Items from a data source
+++
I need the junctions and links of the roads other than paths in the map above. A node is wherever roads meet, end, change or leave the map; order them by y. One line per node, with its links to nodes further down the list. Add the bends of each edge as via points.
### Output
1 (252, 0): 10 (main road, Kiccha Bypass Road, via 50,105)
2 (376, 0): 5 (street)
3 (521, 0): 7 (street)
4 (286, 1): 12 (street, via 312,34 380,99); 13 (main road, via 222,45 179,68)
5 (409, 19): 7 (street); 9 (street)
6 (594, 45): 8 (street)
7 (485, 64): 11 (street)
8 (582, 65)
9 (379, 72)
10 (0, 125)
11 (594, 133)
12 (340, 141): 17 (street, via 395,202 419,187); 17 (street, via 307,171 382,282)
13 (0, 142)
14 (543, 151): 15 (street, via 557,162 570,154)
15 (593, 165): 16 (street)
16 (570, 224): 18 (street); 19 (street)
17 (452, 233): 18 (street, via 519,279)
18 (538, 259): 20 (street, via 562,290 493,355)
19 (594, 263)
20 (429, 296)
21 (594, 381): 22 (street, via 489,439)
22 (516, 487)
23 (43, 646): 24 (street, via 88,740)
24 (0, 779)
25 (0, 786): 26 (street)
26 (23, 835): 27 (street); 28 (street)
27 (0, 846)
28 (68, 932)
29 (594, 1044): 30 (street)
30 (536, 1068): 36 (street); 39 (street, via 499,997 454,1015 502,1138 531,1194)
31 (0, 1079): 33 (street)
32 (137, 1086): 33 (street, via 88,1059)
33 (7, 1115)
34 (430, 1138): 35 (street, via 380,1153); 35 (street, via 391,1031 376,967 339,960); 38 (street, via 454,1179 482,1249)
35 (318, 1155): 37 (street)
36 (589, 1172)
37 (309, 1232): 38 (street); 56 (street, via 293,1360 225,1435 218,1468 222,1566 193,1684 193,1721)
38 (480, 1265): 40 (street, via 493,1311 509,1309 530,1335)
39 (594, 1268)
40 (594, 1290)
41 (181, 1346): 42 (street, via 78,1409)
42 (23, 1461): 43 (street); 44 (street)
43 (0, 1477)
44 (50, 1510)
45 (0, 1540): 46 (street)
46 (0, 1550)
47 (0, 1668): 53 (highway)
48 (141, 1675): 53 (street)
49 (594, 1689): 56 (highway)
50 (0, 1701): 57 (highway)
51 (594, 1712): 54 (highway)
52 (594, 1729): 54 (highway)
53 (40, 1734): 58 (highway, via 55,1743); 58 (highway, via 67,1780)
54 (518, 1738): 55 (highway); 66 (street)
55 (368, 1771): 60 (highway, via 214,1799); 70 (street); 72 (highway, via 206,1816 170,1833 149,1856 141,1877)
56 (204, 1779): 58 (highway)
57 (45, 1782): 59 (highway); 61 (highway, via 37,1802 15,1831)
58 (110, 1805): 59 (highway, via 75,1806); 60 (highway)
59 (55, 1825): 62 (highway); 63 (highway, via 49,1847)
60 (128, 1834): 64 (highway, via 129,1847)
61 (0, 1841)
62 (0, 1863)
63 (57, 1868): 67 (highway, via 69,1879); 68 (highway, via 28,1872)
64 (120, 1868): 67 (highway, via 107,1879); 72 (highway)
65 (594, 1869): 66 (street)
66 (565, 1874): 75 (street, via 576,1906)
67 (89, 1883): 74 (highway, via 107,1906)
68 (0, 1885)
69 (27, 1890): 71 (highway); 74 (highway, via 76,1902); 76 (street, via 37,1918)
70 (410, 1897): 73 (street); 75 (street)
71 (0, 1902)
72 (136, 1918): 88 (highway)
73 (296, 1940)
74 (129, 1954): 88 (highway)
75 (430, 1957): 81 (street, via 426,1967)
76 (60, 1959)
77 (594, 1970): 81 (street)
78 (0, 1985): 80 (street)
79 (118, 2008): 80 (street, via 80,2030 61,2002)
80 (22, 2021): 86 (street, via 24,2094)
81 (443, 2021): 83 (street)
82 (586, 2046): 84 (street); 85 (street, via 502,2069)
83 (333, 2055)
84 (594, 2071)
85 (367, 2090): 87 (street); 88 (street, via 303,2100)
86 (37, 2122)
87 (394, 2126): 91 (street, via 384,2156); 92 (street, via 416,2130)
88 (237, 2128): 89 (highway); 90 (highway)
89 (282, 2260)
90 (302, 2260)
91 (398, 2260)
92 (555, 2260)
+++
What is required:
When a line in the data above contains the string "main", copy that line.

Task solution:
1 (252, 0): 10 (main road, Kiccha Bypass Road, via 50,105)
4 (286, 1): 12 (street, via 312,34 380,99); 13 (main road, via 222,45 179,68)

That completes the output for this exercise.